• **Source data**:
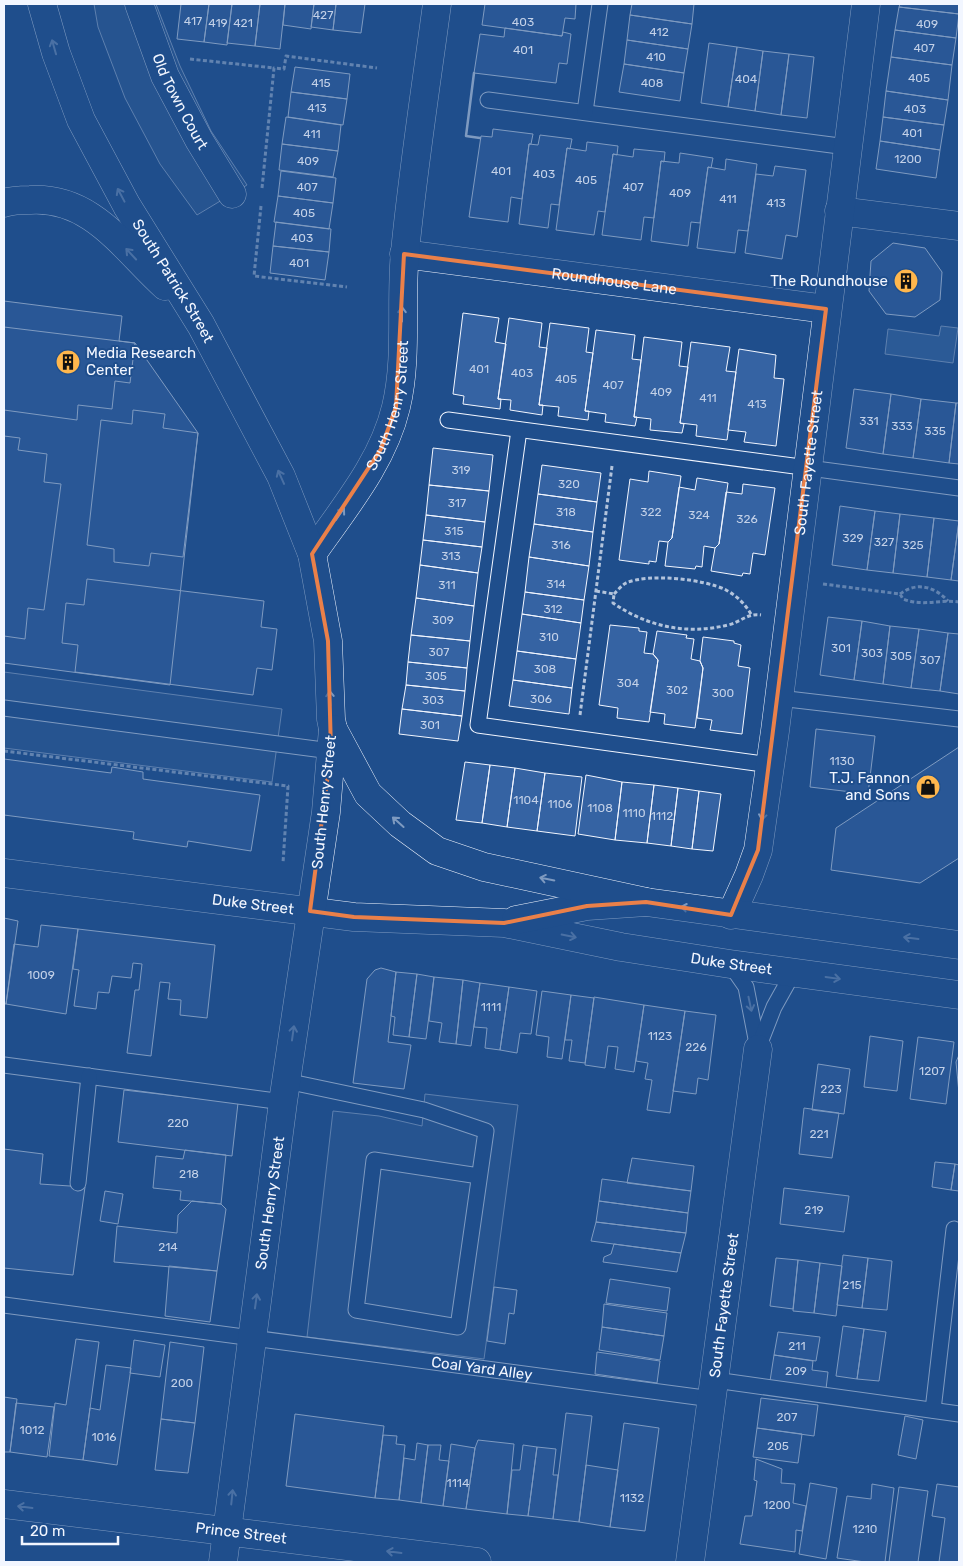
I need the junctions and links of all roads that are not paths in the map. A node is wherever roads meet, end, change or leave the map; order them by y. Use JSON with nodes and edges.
{"nodes":[{"id":1,"x":42,"y":4,"type":"edge"},
{"id":2,"x":138,"y":4,"type":"edge"},
{"id":3,"x":437,"y":4,"type":"edge"},
{"id":4,"x":600,"y":4,"type":"edge"},
{"id":5,"x":866,"y":4,"type":"edge"},
{"id":6,"x":488,"y":100,"type":"dead end"},
{"id":7,"x":585,"y":112,"type":"junction"},
{"id":8,"x":847,"y":146,"type":"junction"},
{"id":9,"x":232,"y":194,"type":"dead end"},
{"id":10,"x":4,"y":203,"type":"edge"},
{"id":11,"x":839,"y":210,"type":"junction"},
{"id":12,"x":959,"y":226,"type":"edge"},
{"id":13,"x":404,"y":254,"type":"junction"},
{"id":14,"x":826,"y":310,"type":"junction"},
{"id":15,"x":192,"y":311,"type":"junction"},
{"id":16,"x":448,"y":420,"type":"dead end"},
{"id":17,"x":519,"y":430,"type":"junction"},
{"id":18,"x":807,"y":468,"type":"junction"},
{"id":19,"x":959,"y":488,"type":"edge"},
{"id":20,"x":312,"y":554,"type":"junction"},
{"id":21,"x":779,"y":698,"type":"junction"},
{"id":22,"x":4,"y":708,"type":"edge"},
{"id":23,"x":959,"y":719,"type":"edge"},
{"id":24,"x":332,"y":740,"type":"junction"},
{"id":25,"x":770,"y":765,"type":"junction"},
{"id":26,"x":4,"y":873,"type":"edge"},
{"id":27,"x":646,"y":902,"type":"junction"},
{"id":28,"x":310,"y":912,"type":"junction"},
{"id":29,"x":731,"y":915,"type":"junction"},
{"id":30,"x":504,"y":923,"type":"junction"},
{"id":31,"x":959,"y":944,"type":"edge"},
{"id":32,"x":730,"y":964,"type":"junction"},
{"id":33,"x":793,"y":973,"type":"junction"},
{"id":34,"x":959,"y":995,"type":"edge"},
{"id":35,"x":758,"y":1049,"type":"junction"},
{"id":36,"x":4,"y":1065,"type":"edge"},
{"id":37,"x":89,"y":1076,"type":"junction"},
{"id":38,"x":285,"y":1092,"type":"junction"},
{"id":39,"x":479,"y":1176,"type":"junction"},
{"id":40,"x":78,"y":1183,"type":"dead end"},
{"id":41,"x":954,"y":1229,"type":"dead end"},
{"id":42,"x":4,"y":1305,"type":"edge"},
{"id":43,"x":251,"y":1338,"type":"junction"},
{"id":44,"x":713,"y":1390,"type":"junction"},
{"id":45,"x":933,"y":1410,"type":"junction"},
{"id":46,"x":959,"y":1414,"type":"edge"},
{"id":47,"x":4,"y":1504,"type":"edge"},
{"id":48,"x":228,"y":1531,"type":"junction"},
{"id":49,"x":223,"y":1562,"type":"edge"},
{"id":50,"x":477,"y":1562,"type":"edge"},
{"id":51,"x":690,"y":1562,"type":"edge"}],
"edges":[{"from":15,"to":1,"type":"main road","name":"South Patrick Street","one_way":true},
{"from":2,"to":9,"type":"main road","name":"Old Town Court"},
{"from":3,"to":13,"type":"main road","name":"South Henry Street"},
{"from":4,"to":7,"type":"lane"},
{"from":5,"to":8,"type":"main road","name":"South Fayette Street"},
{"from":6,"to":7,"type":"lane"},
{"from":7,"to":8,"type":"lane"},
{"from":8,"to":11,"type":"main road","name":"South Fayette Street"},
{"from":15,"to":10,"type":"main road","one_way":true},
{"from":11,"to":12,"type":"main road"},
{"from":11,"to":14,"type":"main road","name":"South Fayette Street"},
{"from":13,"to":14,"type":"main road","name":"Roundhouse Lane"},
{"from":20,"to":13,"type":"main road","name":"South Henry Street","one_way":true},
{"from":14,"to":18,"type":"main road","name":"South Fayette Street"},
{"from":20,"to":15,"type":"main road","name":"South Patrick Street","one_way":true},
{"from":16,"to":17,"type":"lane"},
{"from":17,"to":18,"type":"lane"},
{"from":17,"to":25,"type":"lane"},
{"from":18,"to":19,"type":"lane"},
{"from":18,"to":21,"type":"main road","name":"South Fayette Street"},
{"from":24,"to":20,"type":"main road","name":"South Henry Street","one_way":true},
{"from":21,"to":23,"type":"lane"},
{"from":21,"to":25,"type":"main road","name":"South Fayette Street"},
{"from":22,"to":24,"type":"lane"},
{"from":27,"to":24,"type":"main road","one_way":true},
{"from":24,"to":28,"type":"main road","name":"South Henry Street"},
{"from":25,"to":29,"type":"main road","name":"South Fayette Street","one_way":true},
{"from":26,"to":28,"type":"main road","name":"Duke Street"},
{"from":29,"to":27,"type":"main road","name":"Duke Street","one_way":true},
{"from":27,"to":30,"type":"main road","name":"Duke Street"},
{"from":28,"to":30,"type":"main road","name":"Duke Street"},
{"from":38,"to":28,"type":"main road","name":"South Henry Street","one_way":true},
{"from":31,"to":29,"type":"main road","name":"Duke Street","one_way":true},
{"from":30,"to":32,"type":"main road","name":"Duke Street","one_way":true},
{"from":32,"to":33,"type":"main road","name":"Duke Street"},
{"from":32,"to":35,"type":"lane","one_way":true},
{"from":33,"to":34,"type":"main road","name":"Duke Street","one_way":true},
{"from":33,"to":35,"type":"lane"},
{"from":35,"to":44,"type":"main road","name":"South Fayette Street"},
{"from":36,"to":37,"type":"lane"},
{"from":37,"to":38,"type":"lane"},
{"from":37,"to":40,"type":"lane"},
{"from":38,"to":39,"type":"lane"},
{"from":43,"to":38,"type":"main road","name":"South Henry Street","one_way":true},
{"from":39,"to":39,"type":"lane"},
{"from":41,"to":45,"type":"lane"},
{"from":42,"to":43,"type":"lane","name":"Coal Yard Alley"},
{"from":43,"to":44,"type":"lane","name":"Coal Yard Alley"},
{"from":48,"to":43,"type":"main road","name":"South Henry Street","one_way":true},
{"from":44,"to":45,"type":"lane","name":"Coal Yard Alley"},
{"from":44,"to":51,"type":"main road","name":"South Fayette Street"},
{"from":45,"to":46,"type":"lane","name":"Coal Yard Alley"},
{"from":48,"to":47,"type":"main road","name":"Prince Street","one_way":true},
{"from":48,"to":49,"type":"main road","name":"South Henry Street"},
{"from":50,"to":48,"type":"main road","name":"Prince Street","one_way":true}]}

• **Try it**: Lines holding the string "Fayette" are the answer; copy each one from the listing above.

• **Exercise output**:
{"from":5,"to":8,"type":"main road","name":"South Fayette Street"},
{"from":8,"to":11,"type":"main road","name":"South Fayette Street"},
{"from":11,"to":14,"type":"main road","name":"South Fayette Street"},
{"from":14,"to":18,"type":"main road","name":"South Fayette Street"},
{"from":18,"to":21,"type":"main road","name":"South Fayette Street"},
{"from":21,"to":25,"type":"main road","name":"South Fayette Street"},
{"from":25,"to":29,"type":"main road","name":"South Fayette Street","one_way":true},
{"from":35,"to":44,"type":"main road","name":"South Fayette Street"},
{"from":44,"to":51,"type":"main road","name":"South Fayette Street"},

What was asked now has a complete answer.